▸ **Records from a dataset**
────────────────

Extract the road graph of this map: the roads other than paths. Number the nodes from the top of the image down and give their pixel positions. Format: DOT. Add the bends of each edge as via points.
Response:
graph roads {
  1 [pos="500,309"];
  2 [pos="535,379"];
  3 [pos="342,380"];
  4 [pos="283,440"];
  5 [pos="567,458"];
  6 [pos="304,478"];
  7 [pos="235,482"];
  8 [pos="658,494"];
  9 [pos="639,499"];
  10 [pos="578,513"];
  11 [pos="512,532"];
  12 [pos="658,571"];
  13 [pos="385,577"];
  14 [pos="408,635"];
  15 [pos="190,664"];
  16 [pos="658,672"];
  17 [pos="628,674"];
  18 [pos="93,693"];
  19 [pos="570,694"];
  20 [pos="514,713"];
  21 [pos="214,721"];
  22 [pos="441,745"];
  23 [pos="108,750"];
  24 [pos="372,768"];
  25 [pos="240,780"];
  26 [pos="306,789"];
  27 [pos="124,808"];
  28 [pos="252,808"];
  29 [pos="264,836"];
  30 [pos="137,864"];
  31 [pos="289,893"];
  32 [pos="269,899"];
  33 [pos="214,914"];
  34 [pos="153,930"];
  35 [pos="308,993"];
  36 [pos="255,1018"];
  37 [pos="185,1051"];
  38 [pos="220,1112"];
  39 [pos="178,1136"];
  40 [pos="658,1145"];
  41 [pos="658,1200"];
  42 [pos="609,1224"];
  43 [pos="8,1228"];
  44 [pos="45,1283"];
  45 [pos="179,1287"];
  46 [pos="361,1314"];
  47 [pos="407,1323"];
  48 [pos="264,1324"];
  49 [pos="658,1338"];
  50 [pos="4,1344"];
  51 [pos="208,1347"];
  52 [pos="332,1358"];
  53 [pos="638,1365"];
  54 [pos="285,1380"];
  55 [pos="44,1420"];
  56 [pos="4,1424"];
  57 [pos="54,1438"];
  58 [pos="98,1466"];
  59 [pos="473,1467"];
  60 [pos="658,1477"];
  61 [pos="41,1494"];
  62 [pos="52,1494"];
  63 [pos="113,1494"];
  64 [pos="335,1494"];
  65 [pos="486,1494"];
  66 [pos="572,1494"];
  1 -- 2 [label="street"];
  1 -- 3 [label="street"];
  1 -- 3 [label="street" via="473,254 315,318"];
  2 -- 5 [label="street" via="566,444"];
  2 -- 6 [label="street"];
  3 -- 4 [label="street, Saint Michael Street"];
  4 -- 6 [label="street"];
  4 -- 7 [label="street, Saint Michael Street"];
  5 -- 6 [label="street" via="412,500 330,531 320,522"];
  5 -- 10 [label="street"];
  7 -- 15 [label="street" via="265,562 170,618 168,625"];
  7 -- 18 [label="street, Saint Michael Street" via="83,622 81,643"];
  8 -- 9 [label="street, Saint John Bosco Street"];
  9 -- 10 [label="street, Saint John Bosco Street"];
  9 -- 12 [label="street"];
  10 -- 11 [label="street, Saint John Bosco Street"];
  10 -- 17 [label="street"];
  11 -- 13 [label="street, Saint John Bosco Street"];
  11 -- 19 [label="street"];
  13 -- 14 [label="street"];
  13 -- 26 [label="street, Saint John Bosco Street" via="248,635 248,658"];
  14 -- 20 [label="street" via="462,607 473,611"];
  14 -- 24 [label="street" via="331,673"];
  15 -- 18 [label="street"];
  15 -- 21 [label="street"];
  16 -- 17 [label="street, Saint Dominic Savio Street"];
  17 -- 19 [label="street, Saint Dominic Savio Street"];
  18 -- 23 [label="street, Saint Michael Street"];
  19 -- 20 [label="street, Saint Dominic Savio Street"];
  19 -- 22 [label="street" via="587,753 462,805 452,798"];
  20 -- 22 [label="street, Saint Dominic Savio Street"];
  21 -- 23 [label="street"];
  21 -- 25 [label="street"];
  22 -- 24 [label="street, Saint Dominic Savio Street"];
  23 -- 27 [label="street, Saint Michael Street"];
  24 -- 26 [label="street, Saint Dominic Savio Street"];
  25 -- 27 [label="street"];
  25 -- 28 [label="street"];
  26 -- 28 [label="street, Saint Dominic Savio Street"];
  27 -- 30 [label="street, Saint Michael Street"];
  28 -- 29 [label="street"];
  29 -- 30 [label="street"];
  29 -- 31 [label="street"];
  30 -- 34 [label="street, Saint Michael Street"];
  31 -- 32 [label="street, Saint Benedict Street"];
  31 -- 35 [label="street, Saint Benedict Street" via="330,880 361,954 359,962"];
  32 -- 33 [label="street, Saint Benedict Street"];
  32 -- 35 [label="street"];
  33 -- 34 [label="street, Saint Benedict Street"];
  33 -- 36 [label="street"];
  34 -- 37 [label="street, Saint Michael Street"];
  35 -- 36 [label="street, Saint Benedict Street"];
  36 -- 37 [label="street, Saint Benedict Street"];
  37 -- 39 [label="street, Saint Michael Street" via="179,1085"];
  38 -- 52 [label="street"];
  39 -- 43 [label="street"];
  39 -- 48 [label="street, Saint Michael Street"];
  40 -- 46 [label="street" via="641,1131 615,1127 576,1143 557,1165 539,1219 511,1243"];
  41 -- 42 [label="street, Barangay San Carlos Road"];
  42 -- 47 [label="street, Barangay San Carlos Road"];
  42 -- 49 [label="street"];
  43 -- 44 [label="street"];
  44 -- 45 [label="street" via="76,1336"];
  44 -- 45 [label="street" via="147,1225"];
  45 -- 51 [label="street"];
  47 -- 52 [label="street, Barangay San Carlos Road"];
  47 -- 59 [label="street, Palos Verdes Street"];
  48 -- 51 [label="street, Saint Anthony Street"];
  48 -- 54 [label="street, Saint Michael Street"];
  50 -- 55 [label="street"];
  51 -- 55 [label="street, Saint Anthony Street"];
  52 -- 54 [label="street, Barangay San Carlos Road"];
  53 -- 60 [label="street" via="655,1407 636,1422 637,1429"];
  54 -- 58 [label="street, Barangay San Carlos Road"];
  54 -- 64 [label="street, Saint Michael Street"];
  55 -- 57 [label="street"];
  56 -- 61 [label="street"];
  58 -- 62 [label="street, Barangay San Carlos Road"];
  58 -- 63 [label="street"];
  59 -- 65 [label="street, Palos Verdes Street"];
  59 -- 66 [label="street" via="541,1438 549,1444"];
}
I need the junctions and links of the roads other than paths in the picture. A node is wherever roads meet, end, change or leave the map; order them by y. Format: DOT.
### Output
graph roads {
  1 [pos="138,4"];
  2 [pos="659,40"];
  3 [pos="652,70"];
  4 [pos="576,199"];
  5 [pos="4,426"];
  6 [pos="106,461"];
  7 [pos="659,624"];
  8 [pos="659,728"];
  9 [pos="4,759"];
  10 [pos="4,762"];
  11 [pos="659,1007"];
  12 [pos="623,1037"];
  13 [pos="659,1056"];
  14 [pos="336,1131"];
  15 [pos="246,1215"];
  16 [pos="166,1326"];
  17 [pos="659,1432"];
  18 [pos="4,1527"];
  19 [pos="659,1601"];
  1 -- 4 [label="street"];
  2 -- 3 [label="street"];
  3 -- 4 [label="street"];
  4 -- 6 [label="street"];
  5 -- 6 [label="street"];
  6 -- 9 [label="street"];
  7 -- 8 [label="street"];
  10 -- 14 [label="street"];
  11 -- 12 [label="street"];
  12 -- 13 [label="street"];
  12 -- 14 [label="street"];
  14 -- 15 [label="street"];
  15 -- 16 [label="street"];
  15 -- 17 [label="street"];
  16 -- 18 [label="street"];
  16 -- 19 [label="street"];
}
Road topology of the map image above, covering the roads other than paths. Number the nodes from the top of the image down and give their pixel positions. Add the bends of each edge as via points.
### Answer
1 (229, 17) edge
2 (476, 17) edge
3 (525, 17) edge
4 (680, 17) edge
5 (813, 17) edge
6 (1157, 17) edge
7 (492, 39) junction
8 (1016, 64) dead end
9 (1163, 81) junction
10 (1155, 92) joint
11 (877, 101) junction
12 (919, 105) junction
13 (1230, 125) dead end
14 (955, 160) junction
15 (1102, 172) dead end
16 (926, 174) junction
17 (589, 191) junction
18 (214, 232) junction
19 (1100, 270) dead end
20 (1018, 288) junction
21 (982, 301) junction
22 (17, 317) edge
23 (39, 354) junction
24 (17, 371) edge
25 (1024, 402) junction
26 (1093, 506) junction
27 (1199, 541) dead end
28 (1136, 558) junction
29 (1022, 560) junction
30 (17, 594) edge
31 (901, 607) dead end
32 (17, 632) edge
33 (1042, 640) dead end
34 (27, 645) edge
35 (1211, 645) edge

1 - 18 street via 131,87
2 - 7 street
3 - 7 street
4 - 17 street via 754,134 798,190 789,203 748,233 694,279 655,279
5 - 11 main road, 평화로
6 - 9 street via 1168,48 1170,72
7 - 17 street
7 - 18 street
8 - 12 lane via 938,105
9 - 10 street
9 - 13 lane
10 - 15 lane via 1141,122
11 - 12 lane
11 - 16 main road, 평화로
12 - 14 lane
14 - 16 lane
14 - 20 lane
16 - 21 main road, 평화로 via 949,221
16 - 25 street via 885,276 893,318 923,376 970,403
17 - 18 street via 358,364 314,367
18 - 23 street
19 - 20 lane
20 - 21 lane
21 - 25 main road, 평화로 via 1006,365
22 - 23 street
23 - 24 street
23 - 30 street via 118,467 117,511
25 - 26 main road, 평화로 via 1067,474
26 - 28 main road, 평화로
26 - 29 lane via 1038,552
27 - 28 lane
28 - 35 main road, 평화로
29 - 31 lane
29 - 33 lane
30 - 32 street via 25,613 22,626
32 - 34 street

────────────────

▸ **Your assignment**
From the entries above, restate word for word the lines from the line containing "I need the junctions" to the line containing "Road topology of", both ends included, and nothing more.

▸ **Result for this exercise**
I need the junctions and links of the roads other than paths in the picture. A node is wherever roads meet, end, change or leave the map; order them by y. Format: DOT.
### Output
graph roads {
  1 [pos="138,4"];
  2 [pos="659,40"];
  3 [pos="652,70"];
  4 [pos="576,199"];
  5 [pos="4,426"];
  6 [pos="106,461"];
  7 [pos="659,624"];
  8 [pos="659,728"];
  9 [pos="4,759"];
  10 [pos="4,762"];
  11 [pos="659,1007"];
  12 [pos="623,1037"];
  13 [pos="659,1056"];
  14 [pos="336,1131"];
  15 [pos="246,1215"];
  16 [pos="166,1326"];
  17 [pos="659,1432"];
  18 [pos="4,1527"];
  19 [pos="659,1601"];
  1 -- 4 [label="street"];
  2 -- 3 [label="street"];
  3 -- 4 [label="street"];
  4 -- 6 [label="street"];
  5 -- 6 [label="street"];
  6 -- 9 [label="street"];
  7 -- 8 [label="street"];
  10 -- 14 [label="street"];
  11 -- 12 [label="street"];
  12 -- 13 [label="street"];
  12 -- 14 [label="street"];
  14 -- 15 [label="street"];
  15 -- 16 [label="street"];
  15 -- 17 [label="street"];
  16 -- 18 [label="street"];
  16 -- 19 [label="street"];
}
Road topology of the map image above, covering the roads other than paths. Number the nodes from the top of the image down and give their pixel positions. Add the bends of each edge as via points.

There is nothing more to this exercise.